Argumente zu Marktwirtschaft und Politik Nr. 138

Die Generationenbilanz Update 2017 – Nachhaltigkeit im Klammergriff des Wahlkampfes

Lewe Bahnsen, Gerrit Manthei, Bernd Raffelhüschen

Berlin, 2017 Umfang:
24 Seiten
Dateigröße:
383 KB
ISSN:
1612 - 7072

Im Interesse der folgenden Generationen sollte die langfristige Nachhaltigkeit der Staatsfinanzen bei fiskalpolitischen Entscheidungen bereits heute von zentraler Bedeutung sein. Das Update für das Jahr 2017 der Generationenbilanz für Deutschland weist zwar einen leichten Positivtrend beim Schuldenabbau auf. Allerdings gibt es auch weiterhin berechtigte Zweifel an der Zukunftsfähigkeit der Staatsfinanzen.
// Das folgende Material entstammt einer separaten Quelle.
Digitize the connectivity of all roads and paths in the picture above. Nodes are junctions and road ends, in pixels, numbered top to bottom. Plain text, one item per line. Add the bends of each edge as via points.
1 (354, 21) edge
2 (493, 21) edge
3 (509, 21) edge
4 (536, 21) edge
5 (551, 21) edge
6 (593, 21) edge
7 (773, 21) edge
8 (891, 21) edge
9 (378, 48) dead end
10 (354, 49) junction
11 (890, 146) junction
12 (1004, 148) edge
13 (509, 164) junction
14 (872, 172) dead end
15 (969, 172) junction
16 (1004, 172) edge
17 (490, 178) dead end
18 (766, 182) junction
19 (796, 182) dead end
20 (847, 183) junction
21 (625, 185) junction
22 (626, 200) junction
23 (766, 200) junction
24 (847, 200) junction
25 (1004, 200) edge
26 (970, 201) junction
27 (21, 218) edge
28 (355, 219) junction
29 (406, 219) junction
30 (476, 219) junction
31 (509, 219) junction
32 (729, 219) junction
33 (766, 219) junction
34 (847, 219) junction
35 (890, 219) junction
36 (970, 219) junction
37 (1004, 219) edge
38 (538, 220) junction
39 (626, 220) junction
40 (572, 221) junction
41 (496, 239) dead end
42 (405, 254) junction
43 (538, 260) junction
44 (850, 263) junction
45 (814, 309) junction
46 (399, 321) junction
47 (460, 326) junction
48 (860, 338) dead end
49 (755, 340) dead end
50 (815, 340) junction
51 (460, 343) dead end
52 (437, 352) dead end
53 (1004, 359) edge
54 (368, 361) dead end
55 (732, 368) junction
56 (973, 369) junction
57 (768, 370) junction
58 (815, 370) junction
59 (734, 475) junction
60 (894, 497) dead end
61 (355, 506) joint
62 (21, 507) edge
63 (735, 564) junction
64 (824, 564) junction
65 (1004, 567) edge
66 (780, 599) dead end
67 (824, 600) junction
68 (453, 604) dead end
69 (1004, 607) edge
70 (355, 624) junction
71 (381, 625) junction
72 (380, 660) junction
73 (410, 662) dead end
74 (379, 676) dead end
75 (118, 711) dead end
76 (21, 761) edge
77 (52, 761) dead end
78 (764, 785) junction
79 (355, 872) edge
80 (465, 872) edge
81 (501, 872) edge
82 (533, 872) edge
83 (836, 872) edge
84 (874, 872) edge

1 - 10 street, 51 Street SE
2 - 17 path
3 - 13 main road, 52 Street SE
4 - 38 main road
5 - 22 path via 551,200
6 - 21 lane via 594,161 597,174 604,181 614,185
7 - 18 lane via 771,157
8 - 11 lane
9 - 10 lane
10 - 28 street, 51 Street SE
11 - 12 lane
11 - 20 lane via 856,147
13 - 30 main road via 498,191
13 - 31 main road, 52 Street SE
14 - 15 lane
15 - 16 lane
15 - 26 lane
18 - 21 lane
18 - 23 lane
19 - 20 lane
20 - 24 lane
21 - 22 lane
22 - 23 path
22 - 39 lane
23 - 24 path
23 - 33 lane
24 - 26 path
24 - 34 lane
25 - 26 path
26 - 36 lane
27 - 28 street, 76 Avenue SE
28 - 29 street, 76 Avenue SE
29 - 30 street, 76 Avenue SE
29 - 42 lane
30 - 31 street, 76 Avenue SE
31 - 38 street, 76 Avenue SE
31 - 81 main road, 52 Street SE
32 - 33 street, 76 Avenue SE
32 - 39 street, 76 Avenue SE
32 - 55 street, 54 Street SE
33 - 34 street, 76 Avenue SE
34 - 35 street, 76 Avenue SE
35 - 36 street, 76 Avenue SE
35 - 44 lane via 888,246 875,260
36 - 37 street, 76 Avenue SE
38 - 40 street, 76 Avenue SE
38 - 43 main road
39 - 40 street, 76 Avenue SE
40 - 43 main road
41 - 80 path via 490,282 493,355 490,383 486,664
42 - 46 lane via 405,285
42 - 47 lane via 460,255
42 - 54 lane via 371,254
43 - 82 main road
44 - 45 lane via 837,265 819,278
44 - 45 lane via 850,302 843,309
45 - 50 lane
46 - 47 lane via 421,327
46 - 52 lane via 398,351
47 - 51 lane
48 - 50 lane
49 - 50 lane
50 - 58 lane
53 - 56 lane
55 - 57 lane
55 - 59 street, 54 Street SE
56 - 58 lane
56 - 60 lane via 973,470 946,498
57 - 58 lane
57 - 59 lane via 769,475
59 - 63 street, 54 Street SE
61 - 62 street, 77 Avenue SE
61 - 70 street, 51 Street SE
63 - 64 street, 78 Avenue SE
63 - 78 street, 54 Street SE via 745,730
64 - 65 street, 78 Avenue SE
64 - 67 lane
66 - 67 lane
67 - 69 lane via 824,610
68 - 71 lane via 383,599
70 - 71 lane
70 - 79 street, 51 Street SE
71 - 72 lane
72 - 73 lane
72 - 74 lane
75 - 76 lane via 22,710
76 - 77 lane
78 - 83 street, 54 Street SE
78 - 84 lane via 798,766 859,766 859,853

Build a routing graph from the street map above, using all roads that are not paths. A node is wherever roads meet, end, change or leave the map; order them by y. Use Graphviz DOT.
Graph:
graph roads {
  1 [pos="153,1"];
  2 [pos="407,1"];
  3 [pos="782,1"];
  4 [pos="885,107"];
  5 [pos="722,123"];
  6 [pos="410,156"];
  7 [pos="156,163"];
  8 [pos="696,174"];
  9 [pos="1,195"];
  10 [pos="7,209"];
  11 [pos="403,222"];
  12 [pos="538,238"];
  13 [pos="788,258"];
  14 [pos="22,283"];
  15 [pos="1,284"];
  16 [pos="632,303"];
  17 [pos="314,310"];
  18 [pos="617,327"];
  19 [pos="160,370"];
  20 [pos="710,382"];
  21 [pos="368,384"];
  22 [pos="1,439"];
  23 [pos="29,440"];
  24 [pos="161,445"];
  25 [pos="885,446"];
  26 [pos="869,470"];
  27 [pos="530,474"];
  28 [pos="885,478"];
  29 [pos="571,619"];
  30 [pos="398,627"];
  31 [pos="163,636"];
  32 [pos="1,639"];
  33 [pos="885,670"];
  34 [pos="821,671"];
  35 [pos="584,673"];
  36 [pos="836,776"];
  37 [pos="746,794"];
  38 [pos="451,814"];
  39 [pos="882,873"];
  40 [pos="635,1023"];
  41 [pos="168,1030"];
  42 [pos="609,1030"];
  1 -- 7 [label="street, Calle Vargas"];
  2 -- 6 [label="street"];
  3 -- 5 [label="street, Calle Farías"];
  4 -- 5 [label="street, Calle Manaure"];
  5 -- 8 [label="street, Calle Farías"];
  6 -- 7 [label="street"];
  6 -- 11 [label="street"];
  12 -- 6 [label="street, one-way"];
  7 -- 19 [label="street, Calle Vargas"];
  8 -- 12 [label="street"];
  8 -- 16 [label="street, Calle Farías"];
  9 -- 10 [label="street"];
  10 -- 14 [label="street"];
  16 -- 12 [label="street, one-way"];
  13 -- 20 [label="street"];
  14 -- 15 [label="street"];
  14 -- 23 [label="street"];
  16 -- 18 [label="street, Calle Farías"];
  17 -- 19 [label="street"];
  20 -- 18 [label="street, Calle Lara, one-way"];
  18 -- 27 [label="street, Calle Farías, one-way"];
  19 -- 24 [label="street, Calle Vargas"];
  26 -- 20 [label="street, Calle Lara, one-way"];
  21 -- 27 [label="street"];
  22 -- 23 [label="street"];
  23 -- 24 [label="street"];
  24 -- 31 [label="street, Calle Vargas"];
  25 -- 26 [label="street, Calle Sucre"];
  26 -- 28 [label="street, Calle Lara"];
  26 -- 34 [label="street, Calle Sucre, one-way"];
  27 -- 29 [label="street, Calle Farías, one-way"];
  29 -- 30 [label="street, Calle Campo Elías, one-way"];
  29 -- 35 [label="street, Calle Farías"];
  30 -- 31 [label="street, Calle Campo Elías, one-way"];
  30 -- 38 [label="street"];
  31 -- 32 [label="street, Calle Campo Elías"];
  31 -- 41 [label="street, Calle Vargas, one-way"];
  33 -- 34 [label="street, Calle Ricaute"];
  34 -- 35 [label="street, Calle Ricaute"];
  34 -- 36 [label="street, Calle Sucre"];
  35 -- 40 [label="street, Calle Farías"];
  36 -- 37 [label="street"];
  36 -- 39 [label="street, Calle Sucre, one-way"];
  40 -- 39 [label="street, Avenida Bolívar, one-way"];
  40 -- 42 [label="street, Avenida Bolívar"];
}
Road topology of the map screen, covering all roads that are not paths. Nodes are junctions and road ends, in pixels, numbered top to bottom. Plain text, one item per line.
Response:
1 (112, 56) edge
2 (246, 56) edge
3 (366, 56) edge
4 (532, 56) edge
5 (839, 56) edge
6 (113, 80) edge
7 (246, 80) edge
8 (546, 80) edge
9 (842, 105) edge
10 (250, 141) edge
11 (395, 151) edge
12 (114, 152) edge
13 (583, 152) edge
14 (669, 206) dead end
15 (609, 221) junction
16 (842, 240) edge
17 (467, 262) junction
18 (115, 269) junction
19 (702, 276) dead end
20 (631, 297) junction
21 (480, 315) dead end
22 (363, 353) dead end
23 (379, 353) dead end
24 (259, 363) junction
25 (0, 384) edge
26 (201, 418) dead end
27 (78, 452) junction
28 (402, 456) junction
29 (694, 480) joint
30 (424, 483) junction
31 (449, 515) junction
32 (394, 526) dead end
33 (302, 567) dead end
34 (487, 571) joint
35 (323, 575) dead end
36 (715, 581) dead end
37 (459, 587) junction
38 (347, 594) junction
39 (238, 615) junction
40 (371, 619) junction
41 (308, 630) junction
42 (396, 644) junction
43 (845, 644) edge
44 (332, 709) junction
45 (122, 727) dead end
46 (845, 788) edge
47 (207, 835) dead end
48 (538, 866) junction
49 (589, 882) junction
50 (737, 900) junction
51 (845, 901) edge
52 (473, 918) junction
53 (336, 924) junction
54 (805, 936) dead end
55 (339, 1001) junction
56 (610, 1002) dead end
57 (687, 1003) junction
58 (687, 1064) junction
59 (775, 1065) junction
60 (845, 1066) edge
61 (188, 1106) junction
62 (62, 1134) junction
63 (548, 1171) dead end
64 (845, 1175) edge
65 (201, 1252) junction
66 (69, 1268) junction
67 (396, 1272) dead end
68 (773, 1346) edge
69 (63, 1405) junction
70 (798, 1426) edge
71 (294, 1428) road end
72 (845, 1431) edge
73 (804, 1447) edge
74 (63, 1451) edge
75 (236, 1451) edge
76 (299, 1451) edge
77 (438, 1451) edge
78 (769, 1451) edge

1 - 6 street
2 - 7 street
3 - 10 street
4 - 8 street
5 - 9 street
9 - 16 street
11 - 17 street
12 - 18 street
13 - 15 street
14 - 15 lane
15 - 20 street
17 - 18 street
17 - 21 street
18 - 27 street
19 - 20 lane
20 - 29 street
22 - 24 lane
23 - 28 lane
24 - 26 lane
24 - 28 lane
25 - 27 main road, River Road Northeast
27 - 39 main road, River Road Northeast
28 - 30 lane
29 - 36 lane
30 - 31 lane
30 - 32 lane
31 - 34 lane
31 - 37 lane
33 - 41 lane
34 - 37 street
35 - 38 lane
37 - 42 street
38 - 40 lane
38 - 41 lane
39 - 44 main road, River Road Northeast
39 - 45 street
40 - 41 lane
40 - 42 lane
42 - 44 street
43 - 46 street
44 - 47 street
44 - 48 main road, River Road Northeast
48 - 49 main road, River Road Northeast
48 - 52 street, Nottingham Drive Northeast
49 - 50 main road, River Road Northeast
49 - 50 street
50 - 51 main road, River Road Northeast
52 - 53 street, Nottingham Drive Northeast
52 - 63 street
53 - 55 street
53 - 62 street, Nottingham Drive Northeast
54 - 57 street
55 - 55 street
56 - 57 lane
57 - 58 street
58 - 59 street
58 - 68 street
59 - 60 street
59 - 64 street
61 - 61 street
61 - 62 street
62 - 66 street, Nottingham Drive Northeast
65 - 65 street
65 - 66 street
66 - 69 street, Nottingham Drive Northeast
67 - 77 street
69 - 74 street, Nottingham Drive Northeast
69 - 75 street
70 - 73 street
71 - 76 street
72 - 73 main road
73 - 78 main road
Gegenüber dem Vorjahr 2016 sank die Nachhaltigkeitslücke – bestehend aus der expliziten und der impliziten (versteckten) Staatsverschuldung – nur leicht von 231 Prozent auf 224 Prozent des Bruttoinlandsprodukts. Dabei hätte die Chance für einen deutlicheren Schuldenabbau bestanden – mit Blick auf die Bundestagswahl wurde jedoch mehr Wert auf Versprechungen als auf eine solide Fiskalpolitik gelegt.

Ein Beispiel dafür ist die Diskussion um „doppelte Haltelinien“ bei der Rente. Bei einer Fixierung des Rentenniveaus auf 47,9 Prozent des Durchschnittsverdienstes und einer gleichzeitigen Deckelung der Beitragssätze auf dem Niveau 2017 stiege die Nachhaltigkeitslücke von 6,8 auf 8,3 Billionen Euro. Angesichts der bereits heute absehbaren Finanzierungslücke in der Rentenversicherung wäre das der falsche Weg. Statt dessen sollte langfristig eine weitere schrittweise Anhebung des Renteneintrittsalters ins Auge gefasst werden.

Bei anderen Themen wie Steuersenkungen oder Investitionen ist das Bild hingegen weniger eindeutig: Steuersenkungen von 15 Milliarden Euro jährlich würden - isoliert betrachtet - zu einem Anstieg der Nachhaltigkeitslücke um 21,7 Prozent führen, während eine Erhöhung der Investitionsquote von jährlich 2,1 Prozent auf 2,5 Prozent langfristige Kosten von ca. 600 Milliarden Euro verursachen würde. Allerdings können in diesem Zusammenhang auch positive Auswirkungen auf das Wachstum entstehen, das wiederum Steuermehreinnahmen zur Folge hätte und dem Anstieg der Nachhaltigkeitslücke entgegenwirken.